Another shortcoming stems from climate engineering’s limited scope. While sulfate aerosols can reflect the sun’s rays back into space, they do nothing to address ocean acidification, a major impact of climate change. Because ocean acidity is directly related to atmospheric concentrations of CO2 and has nothing to do with surface temperature, any solution that ignores greenhouse gas emissions would be wildly inadequate.
One popular defense of climate engineering is the speed with which it can take effect. Experts are certain that releasing the particles would begin reducing the rate of warming very soon. It turns out that their effects are also relatively short-lived, so a round of injections wouldn’t have a long-term impact. While these facts are undisputed, the broader argument they support is that the technique should be employed to slow climate change while we develop sustainable ways to reduce greenhouse gas emissions. The overwhelming flaw in this approach is that it ignores our predisposition for complacency. A short-term extension is a nice idea, but we’re already taking long enough to develop solutions under increasing agreement about the urgency of climate change. Are we really supposed to believe that taking the pressure off will help? Many experts fear that “buying more time” will simply reduce the incentive to get serious about addressing emissions. And as a bonus, there’s concern that this strategy may impact local weather systems unpredictably.

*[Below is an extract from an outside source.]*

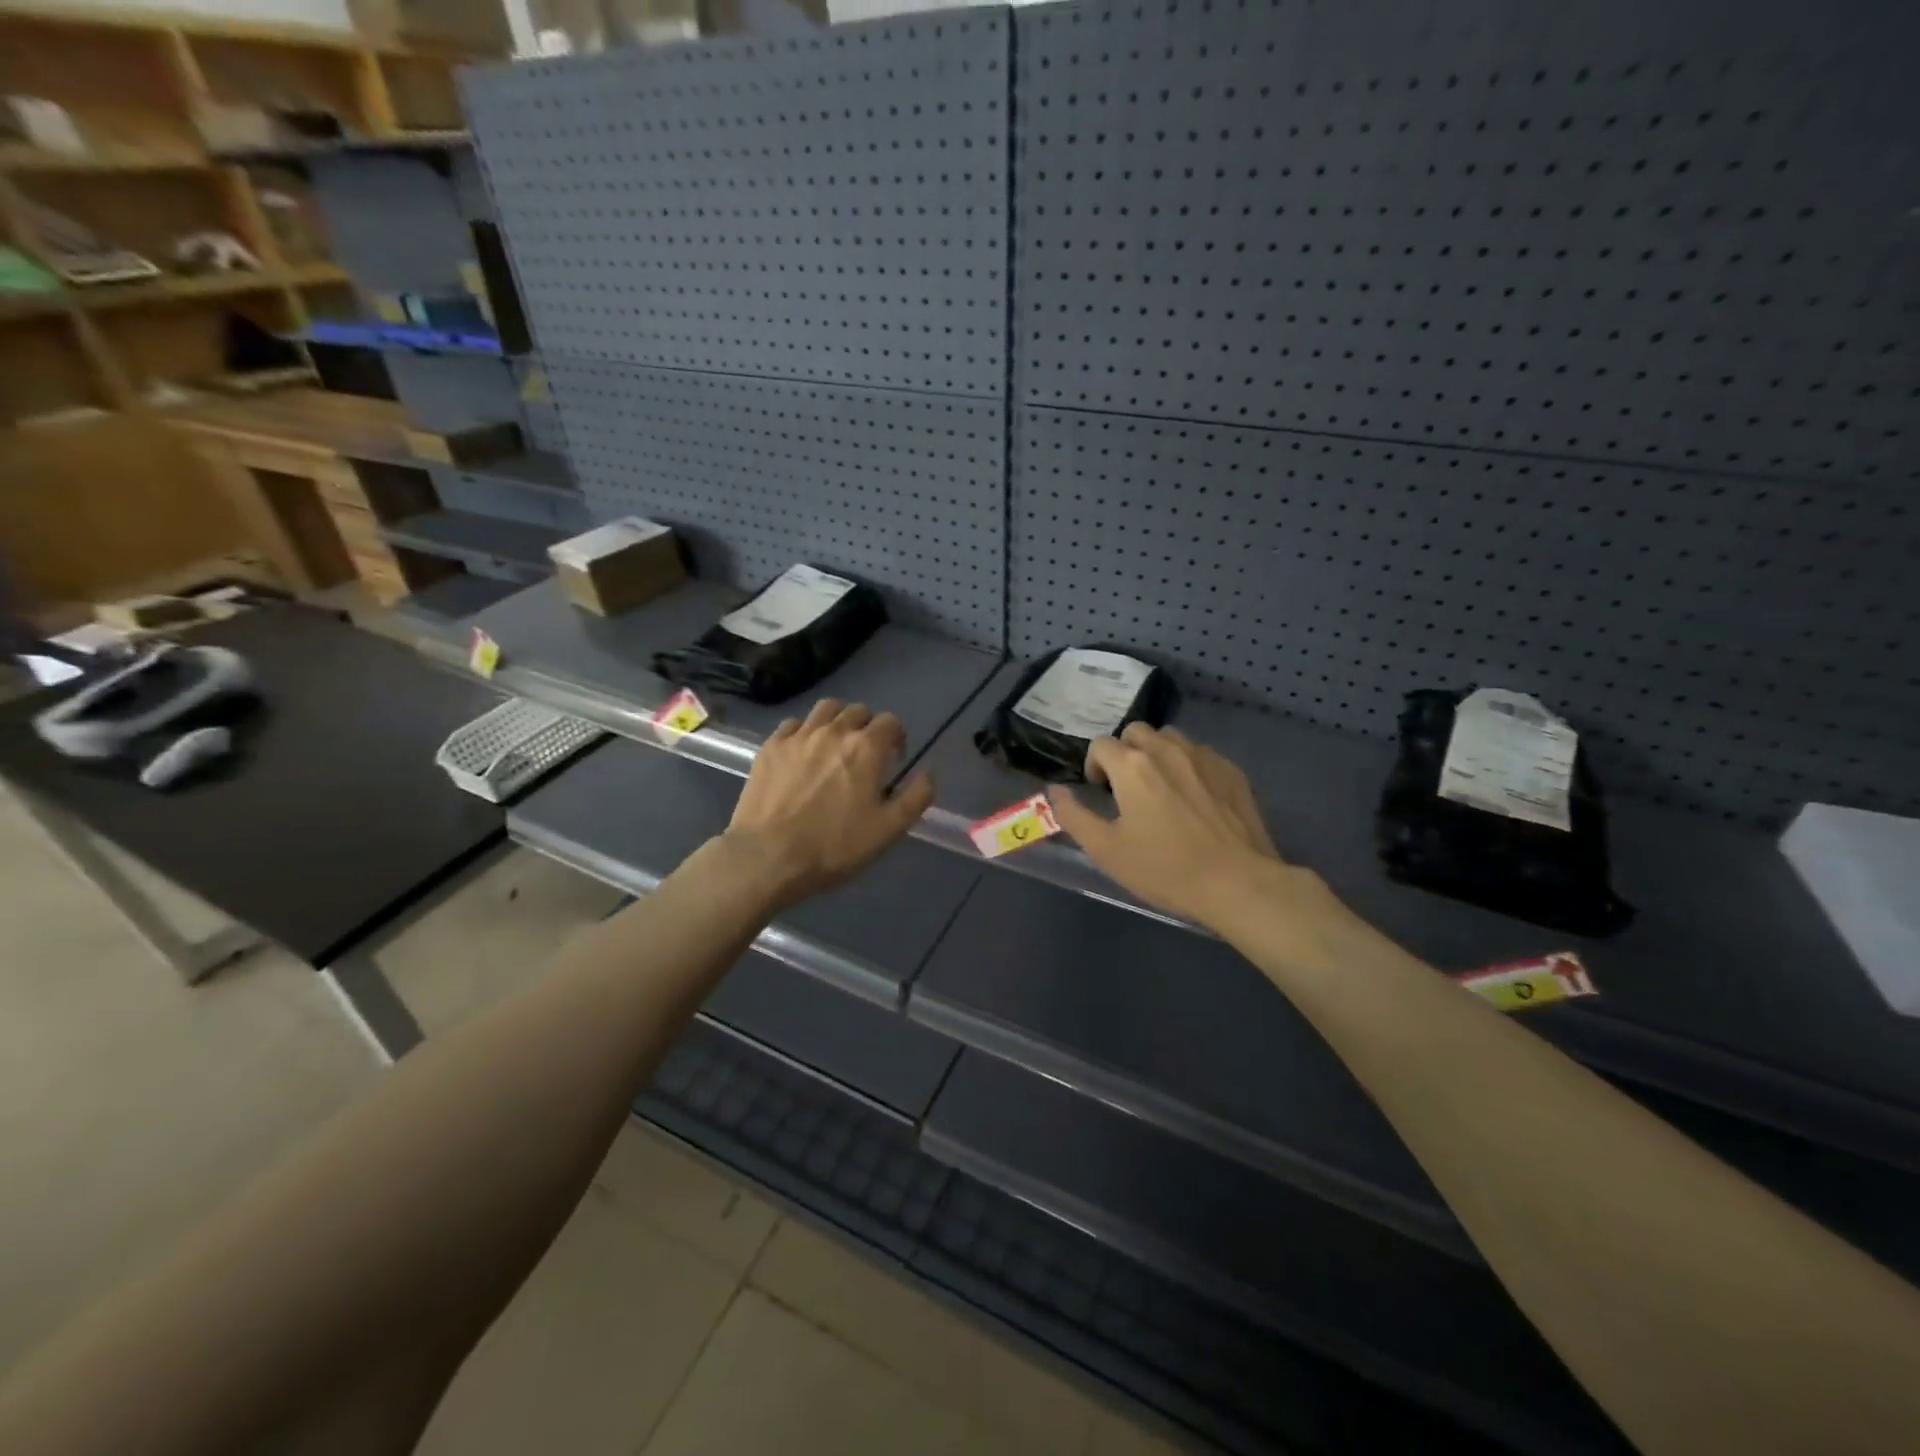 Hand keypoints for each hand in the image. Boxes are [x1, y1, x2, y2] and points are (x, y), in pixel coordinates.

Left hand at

So the issue with climate engineering is not that the technique won’t work – given enough R&D, there’s a good chance it would. But will it work as planned? Will it slow the rate of warming without changing the weather or acting as a shield for the status quo? Some may say that the continued hope of addressing climate change without climate engineering is wishful thinking. But the real danger lies in distractions such as these, which, although well intended, stand to cripple the pursuit of real solutions.
The Verdict: Climate engineering is an appealing concept that may be technically feasible. Folded into the promises of short-term benefits and time-buying crisis aversion, however, is a concerning set of profound and poorly understood risks. Climate change is an urgent challenge that requires us to think big and pursue our best ideas. While climate engineering is certainly a big idea, it risks more than it offers in an honest pursuit of a more sustainable future.